In 2012, Tullow Oil(LSE: TLW) recorded a pre-tax profit of over $1.1bn. However, in the last two years it has made combined losses of over $3.3bn, which shows just how challenging the oil and gas industry has become.
Clearly, returning to high levels of profitability is a long-term goal for Tullow and while it's possible for almost any company to do just that over a period of many years, the reality is that Tullow is a very long way off such a level of financial performance. In fact, in the current year it's due to record a pre-tax profit of around $100m.
However, this doesn't mean that Tullow should be avoided. That's because its $100m pre-tax profit from 2016 is forecast to increase to around $285m in 2017 and could then rise yet further. The key reason for that is the company's Project TEN coming onstream later this year, which has the potential to significantly boost production, profitability and Tullow's share price. With it having a price-to-earnings-growth (PEG) ratio of just 0.2, it seems to be worth buying right now.
Also having the potential to deliver improved share price performance is Lamprell(LSE: LAM).

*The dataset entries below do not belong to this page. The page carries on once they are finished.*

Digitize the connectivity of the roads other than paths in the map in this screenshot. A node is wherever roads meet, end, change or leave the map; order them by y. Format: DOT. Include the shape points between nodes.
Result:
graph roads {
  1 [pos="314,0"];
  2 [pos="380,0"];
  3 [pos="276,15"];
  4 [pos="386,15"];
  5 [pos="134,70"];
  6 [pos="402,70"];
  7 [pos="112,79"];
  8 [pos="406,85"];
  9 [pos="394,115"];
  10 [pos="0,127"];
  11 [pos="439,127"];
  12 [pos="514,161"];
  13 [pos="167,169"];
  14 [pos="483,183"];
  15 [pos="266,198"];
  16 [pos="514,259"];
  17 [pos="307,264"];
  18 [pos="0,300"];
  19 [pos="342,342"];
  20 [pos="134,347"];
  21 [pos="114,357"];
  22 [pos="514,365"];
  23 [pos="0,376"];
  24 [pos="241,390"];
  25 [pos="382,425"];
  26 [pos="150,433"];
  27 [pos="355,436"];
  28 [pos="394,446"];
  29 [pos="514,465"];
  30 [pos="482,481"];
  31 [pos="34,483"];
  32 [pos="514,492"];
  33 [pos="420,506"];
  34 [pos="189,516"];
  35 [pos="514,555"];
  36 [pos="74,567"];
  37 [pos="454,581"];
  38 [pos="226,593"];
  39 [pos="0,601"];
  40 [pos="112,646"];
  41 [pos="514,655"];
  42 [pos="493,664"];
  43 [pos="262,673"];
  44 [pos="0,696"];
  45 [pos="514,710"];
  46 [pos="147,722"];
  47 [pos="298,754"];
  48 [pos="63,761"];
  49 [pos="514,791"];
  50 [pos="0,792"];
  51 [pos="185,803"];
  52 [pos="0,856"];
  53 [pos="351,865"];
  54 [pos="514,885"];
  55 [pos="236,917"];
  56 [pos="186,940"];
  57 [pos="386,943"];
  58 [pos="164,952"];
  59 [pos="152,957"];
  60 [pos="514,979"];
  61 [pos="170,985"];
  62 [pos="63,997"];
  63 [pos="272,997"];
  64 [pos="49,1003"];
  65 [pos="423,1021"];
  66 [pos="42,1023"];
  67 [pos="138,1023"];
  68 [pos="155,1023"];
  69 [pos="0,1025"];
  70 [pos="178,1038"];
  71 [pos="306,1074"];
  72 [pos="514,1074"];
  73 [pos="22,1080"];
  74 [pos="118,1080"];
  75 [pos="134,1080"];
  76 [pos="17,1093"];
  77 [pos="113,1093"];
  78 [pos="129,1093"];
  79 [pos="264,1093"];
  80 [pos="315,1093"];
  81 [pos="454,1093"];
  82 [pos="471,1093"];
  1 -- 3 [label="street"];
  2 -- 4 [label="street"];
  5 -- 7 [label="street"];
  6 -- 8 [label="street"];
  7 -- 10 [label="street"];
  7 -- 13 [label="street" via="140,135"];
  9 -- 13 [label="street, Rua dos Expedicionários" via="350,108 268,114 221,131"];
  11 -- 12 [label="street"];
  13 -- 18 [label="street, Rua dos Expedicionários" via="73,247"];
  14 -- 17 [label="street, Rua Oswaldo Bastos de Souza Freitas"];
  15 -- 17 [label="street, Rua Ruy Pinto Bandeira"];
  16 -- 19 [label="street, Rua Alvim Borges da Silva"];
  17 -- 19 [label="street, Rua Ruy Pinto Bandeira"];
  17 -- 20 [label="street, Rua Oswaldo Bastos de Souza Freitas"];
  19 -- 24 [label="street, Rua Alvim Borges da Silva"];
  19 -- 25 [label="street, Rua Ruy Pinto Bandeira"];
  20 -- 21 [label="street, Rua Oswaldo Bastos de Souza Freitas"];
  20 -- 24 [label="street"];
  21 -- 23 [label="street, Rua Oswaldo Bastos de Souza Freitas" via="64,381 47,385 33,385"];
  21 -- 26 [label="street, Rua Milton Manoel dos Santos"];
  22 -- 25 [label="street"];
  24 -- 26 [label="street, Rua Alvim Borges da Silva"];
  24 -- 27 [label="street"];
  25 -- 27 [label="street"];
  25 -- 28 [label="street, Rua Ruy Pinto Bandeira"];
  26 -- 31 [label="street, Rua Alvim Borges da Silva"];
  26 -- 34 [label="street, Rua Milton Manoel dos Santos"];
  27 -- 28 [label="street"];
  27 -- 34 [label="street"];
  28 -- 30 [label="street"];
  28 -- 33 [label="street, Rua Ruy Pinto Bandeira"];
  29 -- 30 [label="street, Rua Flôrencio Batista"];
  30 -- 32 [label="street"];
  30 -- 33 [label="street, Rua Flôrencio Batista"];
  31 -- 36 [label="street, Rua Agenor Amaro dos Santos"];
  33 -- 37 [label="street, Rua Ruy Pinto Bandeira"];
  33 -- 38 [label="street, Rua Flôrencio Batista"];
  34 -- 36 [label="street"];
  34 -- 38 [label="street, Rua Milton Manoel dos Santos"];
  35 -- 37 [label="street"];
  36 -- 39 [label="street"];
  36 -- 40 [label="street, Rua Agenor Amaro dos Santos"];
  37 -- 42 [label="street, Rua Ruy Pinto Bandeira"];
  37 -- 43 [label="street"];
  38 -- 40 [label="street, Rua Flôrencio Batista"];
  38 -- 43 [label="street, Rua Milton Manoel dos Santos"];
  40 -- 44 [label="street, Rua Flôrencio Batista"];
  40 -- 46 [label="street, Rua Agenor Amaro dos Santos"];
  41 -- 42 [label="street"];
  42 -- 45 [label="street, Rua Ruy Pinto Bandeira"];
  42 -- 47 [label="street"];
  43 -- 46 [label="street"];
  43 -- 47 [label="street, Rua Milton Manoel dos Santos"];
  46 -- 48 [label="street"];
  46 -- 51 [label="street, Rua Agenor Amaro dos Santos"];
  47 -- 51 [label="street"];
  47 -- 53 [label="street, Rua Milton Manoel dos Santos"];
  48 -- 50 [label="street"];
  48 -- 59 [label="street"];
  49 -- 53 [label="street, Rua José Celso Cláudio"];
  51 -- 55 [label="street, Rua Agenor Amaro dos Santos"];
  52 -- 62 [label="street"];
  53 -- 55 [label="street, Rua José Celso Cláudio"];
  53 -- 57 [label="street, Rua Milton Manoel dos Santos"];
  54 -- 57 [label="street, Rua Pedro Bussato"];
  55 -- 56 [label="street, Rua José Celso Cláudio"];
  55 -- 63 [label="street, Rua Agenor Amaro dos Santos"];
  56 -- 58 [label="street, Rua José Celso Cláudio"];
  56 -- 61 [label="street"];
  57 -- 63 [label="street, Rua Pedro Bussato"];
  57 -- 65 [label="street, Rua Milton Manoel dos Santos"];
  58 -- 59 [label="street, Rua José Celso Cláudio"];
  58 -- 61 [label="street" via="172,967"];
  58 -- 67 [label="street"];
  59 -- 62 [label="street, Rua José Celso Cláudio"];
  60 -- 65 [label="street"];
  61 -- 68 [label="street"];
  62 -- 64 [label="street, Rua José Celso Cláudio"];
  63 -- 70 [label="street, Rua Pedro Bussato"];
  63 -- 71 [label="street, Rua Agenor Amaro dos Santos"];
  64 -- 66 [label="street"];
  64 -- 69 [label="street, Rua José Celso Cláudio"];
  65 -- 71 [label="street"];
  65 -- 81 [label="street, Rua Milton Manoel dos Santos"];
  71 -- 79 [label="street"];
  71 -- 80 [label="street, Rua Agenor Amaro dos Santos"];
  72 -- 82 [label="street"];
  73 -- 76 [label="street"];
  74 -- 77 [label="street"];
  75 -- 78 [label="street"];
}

The oil and gas support services firm may not be anywhere near delivering a 10-figure bottom line, but its long-term future could be relatively bright.
Certainly, in the short run its shares may come under a degree of pressure since Lamprell's earnings are expected to fall by 22% in each of the next two years. However, with Lamprell trading on a price-to-earnings (P/E) ratio of 9.8 and even taking account of those disappointing earnings forecasts, it appears as though the market has already priced-in a tough period for the business. And while spending in the oil and gas industry continues to be cut, a rising oil price could ease the pressure on producers and cause them to invest more heavily in their long-term capabilities. Therefore, while Lamprell may not perform exceptionally well this year, it has the potential to do so in future years.
Sliding share price
Meanwhile, Ophir Energy's(LSE: OPHR) share price continues to slide, with it having fallen by 13% in the last month alone. Its bottom line is due to remain in the red over the next two financial years, so hopes of multi-billion pound profits seem to be rather misplaced. And with it having announced that a planned deal with Schlumberger won't be going ahead, investor sentiment could worsen in the short run as investors begin to price-in a less optimistic outlook for the company.
Looking ahead, Ophir will now take time to attempt to reach deals with other potential partners and has delayed any investment decision regarding its Fortuna project in Equatorial Guinea. It now also anticipates that first gas will be produced in 2020. As a result of deteriorating investor sentiment and higher uncertainty than a few weeks ago, it may be best to watch rather than buy Ophir at the present time.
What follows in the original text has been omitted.